[Start of section]
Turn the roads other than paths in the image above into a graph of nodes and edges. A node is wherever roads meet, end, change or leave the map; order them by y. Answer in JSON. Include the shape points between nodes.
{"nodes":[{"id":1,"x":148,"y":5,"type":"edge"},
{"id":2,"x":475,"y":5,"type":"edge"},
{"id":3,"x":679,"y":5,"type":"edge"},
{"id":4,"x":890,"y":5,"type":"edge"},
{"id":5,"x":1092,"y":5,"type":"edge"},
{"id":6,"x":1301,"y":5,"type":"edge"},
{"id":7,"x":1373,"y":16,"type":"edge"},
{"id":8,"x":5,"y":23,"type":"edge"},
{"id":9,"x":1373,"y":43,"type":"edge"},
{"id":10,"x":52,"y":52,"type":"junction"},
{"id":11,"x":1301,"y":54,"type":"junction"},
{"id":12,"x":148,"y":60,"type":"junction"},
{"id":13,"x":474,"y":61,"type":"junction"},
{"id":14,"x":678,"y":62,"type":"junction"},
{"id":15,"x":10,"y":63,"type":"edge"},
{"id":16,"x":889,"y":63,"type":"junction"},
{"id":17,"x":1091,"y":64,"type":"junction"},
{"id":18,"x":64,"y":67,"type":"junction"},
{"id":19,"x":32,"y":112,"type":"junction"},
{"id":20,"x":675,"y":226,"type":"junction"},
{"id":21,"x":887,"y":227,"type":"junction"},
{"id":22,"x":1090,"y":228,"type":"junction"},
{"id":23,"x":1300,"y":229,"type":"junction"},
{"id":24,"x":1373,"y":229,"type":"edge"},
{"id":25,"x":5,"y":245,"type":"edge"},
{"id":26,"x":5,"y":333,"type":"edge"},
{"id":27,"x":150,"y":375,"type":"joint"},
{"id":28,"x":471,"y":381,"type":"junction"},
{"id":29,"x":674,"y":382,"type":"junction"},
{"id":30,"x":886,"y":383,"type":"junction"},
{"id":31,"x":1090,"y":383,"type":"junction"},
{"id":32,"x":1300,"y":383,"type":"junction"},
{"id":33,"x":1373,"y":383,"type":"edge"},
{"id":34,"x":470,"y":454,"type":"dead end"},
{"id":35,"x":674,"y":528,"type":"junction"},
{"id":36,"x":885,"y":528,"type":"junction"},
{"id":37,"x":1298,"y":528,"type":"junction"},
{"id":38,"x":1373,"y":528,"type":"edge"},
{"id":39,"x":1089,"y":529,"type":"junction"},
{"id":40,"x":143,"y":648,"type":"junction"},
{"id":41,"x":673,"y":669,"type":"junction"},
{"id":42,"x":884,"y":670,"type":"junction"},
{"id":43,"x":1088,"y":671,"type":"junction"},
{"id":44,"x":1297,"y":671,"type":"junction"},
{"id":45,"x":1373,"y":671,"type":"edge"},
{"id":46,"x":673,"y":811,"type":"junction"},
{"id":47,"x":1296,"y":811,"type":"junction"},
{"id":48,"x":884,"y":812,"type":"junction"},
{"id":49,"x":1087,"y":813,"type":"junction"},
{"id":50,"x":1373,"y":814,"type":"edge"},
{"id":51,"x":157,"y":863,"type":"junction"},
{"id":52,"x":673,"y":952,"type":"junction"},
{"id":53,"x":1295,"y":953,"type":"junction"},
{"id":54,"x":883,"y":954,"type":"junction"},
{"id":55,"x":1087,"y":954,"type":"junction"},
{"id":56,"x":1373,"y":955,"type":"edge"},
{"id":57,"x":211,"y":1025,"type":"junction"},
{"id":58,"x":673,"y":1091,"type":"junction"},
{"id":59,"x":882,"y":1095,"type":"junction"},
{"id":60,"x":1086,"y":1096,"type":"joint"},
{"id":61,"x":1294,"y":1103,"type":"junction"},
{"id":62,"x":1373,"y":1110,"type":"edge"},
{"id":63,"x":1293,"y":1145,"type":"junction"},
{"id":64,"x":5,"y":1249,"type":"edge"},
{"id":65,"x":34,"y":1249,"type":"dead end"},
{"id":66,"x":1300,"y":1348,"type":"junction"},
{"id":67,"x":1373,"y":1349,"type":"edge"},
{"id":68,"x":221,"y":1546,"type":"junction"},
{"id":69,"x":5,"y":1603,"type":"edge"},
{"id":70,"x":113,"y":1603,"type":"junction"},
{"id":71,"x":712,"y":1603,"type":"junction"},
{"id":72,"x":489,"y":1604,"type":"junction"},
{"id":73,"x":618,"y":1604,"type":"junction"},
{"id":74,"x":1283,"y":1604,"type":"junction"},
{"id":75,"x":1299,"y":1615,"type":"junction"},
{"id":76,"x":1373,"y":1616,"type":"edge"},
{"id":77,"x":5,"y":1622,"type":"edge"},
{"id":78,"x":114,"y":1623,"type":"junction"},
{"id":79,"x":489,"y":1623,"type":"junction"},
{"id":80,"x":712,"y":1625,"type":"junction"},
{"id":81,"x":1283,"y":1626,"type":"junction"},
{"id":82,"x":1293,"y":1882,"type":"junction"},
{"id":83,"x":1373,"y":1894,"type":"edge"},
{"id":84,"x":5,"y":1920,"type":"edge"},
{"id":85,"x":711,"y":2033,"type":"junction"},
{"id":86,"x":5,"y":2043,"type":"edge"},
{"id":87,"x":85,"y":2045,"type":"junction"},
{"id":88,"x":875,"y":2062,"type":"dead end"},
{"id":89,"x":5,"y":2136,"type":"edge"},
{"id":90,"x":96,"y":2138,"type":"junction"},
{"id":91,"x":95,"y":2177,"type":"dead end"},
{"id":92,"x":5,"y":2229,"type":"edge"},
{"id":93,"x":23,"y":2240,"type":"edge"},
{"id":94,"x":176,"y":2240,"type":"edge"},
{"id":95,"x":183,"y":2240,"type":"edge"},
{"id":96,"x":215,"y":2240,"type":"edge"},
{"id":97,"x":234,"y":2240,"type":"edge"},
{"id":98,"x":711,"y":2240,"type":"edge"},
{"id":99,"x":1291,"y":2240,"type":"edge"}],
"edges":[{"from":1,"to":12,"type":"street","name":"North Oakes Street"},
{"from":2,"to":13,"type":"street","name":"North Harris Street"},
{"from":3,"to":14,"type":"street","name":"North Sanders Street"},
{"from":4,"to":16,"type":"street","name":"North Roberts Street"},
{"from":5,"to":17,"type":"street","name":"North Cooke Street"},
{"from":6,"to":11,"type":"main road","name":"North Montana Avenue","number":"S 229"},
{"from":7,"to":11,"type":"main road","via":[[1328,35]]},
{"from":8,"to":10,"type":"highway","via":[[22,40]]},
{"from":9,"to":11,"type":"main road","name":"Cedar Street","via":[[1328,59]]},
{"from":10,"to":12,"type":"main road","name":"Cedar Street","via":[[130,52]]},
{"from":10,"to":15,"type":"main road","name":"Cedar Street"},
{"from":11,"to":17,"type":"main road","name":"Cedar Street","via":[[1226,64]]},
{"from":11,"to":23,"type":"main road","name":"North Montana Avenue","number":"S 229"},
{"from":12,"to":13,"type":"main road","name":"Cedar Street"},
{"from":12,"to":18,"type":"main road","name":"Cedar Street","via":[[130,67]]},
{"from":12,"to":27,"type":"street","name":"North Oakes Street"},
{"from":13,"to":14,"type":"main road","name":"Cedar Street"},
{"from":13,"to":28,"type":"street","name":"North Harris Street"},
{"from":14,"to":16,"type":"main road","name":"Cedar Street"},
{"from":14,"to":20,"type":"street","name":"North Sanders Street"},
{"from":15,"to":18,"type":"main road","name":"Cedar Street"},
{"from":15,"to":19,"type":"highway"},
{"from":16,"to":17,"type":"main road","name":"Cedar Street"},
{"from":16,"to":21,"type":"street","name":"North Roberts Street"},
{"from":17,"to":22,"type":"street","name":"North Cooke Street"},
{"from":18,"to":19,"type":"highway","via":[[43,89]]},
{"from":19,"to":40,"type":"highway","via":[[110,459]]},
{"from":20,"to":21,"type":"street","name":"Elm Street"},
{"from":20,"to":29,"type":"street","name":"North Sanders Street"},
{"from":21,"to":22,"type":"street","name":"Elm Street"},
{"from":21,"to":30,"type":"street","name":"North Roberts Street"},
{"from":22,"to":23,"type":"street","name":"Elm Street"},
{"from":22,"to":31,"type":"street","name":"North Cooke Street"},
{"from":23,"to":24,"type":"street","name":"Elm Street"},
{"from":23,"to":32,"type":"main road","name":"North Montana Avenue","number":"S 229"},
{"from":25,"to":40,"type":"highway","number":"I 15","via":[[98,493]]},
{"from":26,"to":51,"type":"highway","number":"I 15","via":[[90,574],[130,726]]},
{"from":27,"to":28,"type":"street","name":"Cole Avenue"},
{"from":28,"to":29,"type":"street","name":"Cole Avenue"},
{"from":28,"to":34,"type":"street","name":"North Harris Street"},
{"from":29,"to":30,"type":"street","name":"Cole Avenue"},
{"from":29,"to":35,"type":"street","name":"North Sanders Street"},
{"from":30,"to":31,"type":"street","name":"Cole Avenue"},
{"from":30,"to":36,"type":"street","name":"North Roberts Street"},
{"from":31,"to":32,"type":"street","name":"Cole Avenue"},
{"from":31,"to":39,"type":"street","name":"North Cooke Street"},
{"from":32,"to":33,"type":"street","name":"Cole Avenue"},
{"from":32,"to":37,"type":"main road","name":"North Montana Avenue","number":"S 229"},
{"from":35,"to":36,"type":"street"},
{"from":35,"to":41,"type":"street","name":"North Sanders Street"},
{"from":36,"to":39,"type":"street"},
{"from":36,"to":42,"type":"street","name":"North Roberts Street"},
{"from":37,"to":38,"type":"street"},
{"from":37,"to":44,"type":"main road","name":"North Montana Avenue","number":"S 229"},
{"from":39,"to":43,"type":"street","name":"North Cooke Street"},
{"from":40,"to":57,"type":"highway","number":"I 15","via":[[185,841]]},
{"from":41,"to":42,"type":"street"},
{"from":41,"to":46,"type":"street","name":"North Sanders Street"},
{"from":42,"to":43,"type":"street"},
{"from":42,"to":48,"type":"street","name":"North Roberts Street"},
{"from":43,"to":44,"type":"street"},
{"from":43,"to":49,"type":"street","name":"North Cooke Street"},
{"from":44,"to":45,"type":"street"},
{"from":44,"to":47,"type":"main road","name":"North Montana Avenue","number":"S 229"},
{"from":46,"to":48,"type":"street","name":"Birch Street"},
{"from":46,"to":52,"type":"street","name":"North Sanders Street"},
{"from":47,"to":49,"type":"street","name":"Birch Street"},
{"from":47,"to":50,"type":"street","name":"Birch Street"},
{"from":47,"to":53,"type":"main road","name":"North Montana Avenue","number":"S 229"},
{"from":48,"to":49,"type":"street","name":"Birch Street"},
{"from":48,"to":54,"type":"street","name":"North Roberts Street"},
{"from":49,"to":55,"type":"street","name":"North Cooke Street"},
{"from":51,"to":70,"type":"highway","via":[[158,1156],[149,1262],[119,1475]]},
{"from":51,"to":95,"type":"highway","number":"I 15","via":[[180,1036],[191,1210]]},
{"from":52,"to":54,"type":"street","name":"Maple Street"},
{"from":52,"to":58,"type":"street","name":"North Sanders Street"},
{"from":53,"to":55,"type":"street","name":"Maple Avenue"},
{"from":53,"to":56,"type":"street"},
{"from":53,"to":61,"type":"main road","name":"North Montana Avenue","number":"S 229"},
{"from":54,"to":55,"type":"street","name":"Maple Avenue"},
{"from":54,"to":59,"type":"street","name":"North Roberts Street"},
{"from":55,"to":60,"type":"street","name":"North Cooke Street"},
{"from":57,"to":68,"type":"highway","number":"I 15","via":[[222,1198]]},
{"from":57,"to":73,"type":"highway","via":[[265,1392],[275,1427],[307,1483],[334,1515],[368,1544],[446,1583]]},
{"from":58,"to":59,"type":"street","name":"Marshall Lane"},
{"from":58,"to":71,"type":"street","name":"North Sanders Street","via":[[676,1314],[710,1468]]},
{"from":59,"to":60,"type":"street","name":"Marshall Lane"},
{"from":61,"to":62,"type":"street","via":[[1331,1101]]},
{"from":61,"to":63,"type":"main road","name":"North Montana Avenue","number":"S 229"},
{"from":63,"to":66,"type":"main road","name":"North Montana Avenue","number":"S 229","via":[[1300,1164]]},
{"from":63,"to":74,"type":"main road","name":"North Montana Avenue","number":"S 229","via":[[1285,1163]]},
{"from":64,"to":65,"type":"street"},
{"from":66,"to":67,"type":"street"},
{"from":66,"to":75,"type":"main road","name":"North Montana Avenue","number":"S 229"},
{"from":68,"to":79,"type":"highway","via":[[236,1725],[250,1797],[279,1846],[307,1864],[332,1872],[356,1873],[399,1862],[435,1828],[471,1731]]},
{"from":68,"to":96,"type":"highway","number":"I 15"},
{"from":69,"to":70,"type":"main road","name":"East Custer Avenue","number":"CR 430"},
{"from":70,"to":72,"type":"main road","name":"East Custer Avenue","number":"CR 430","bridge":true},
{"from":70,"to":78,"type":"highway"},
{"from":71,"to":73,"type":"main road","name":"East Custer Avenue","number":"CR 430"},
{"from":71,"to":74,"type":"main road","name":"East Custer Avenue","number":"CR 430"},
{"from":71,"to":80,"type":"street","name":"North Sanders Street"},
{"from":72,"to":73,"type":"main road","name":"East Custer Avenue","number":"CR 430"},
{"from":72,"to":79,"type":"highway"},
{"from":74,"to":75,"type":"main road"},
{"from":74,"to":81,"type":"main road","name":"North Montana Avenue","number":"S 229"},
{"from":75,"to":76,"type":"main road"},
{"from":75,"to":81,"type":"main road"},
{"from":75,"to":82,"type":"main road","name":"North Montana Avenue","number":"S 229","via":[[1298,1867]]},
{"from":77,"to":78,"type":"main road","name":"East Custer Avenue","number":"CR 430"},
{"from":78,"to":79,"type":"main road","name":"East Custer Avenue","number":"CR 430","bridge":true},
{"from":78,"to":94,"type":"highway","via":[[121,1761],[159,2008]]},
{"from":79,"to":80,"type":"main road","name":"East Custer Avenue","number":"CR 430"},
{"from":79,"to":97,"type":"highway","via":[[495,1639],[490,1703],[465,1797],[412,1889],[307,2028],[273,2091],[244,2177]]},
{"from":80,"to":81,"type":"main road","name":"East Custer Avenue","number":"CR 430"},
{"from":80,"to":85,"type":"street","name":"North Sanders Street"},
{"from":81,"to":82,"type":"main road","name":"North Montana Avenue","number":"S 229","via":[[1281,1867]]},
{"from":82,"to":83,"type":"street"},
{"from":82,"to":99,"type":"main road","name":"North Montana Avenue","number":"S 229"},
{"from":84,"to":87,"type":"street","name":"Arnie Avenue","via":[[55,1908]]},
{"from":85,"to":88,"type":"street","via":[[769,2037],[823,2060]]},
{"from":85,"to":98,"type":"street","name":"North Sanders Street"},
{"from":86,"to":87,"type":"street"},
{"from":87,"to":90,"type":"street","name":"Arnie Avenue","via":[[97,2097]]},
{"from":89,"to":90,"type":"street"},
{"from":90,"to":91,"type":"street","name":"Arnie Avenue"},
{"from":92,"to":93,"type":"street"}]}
[End of section]
§ **Directions for this task**
All lines above that hold the string "true" should be copied.

§ **Written response**
{"from":70,"to":72,"type":"main road","name":"East Custer Avenue","number":"CR 430","bridge":true},
{"from":78,"to":79,"type":"main road","name":"East Custer Avenue","number":"CR 430","bridge":true},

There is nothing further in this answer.